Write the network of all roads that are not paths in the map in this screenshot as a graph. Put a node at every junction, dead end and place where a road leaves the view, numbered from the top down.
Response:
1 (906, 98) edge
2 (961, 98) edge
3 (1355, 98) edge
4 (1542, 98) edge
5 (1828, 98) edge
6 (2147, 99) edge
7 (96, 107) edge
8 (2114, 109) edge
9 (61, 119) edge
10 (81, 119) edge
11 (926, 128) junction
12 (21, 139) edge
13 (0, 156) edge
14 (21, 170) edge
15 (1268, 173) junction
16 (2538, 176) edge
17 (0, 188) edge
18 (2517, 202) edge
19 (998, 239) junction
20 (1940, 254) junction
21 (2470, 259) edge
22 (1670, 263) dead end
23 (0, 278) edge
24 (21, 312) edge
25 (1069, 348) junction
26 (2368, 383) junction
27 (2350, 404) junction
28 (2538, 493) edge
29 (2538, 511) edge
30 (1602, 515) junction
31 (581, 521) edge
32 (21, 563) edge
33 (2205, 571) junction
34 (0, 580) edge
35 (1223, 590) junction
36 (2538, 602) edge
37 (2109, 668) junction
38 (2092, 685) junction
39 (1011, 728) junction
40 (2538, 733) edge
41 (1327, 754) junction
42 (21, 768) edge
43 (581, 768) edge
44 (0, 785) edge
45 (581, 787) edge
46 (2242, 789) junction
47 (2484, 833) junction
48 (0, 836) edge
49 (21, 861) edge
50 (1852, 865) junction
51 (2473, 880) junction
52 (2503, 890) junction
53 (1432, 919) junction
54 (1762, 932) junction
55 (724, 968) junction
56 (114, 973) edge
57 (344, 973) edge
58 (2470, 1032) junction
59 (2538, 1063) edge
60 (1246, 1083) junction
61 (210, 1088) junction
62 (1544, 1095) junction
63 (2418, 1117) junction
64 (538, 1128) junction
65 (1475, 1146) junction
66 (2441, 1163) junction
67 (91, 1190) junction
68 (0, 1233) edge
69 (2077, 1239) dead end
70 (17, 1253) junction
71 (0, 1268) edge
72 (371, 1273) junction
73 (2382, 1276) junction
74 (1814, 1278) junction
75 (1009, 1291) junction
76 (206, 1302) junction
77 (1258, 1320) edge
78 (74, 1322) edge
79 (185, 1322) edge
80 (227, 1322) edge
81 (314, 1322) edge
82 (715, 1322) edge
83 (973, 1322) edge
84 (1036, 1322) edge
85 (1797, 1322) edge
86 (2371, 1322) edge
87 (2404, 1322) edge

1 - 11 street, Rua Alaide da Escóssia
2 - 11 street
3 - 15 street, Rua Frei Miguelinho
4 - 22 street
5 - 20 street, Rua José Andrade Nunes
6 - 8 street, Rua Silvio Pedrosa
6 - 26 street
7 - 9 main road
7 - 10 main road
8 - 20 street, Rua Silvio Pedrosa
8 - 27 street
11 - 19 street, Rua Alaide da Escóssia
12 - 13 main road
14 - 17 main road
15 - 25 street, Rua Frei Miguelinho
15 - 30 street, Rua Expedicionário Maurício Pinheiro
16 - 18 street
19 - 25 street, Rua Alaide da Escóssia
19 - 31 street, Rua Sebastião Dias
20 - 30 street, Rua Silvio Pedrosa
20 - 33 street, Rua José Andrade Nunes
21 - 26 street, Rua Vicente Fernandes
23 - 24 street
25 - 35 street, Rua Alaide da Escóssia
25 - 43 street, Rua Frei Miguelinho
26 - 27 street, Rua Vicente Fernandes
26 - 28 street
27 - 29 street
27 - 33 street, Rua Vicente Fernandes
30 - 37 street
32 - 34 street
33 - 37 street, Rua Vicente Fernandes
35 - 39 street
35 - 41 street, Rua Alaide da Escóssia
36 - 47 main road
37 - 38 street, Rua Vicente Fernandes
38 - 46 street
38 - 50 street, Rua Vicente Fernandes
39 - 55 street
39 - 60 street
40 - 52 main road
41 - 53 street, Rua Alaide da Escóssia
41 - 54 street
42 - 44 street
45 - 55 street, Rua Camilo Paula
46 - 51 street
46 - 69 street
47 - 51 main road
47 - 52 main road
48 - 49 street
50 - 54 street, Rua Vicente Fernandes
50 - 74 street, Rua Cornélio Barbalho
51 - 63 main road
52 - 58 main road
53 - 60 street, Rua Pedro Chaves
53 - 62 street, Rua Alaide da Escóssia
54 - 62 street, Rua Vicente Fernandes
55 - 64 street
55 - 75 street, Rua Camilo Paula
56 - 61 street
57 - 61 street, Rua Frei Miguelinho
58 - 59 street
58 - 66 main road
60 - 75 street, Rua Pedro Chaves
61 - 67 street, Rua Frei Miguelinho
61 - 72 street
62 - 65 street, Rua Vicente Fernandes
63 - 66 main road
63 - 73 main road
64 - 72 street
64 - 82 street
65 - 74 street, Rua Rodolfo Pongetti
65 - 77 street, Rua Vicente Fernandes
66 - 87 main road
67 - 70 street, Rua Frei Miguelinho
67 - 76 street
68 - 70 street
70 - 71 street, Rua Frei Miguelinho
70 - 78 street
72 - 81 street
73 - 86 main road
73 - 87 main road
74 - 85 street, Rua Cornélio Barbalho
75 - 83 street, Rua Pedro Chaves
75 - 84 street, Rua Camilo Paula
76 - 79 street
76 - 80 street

# [Task statement]
Work out how many lines of the records contain "Alaide", and reply with the number alone.

# [Written solution]
7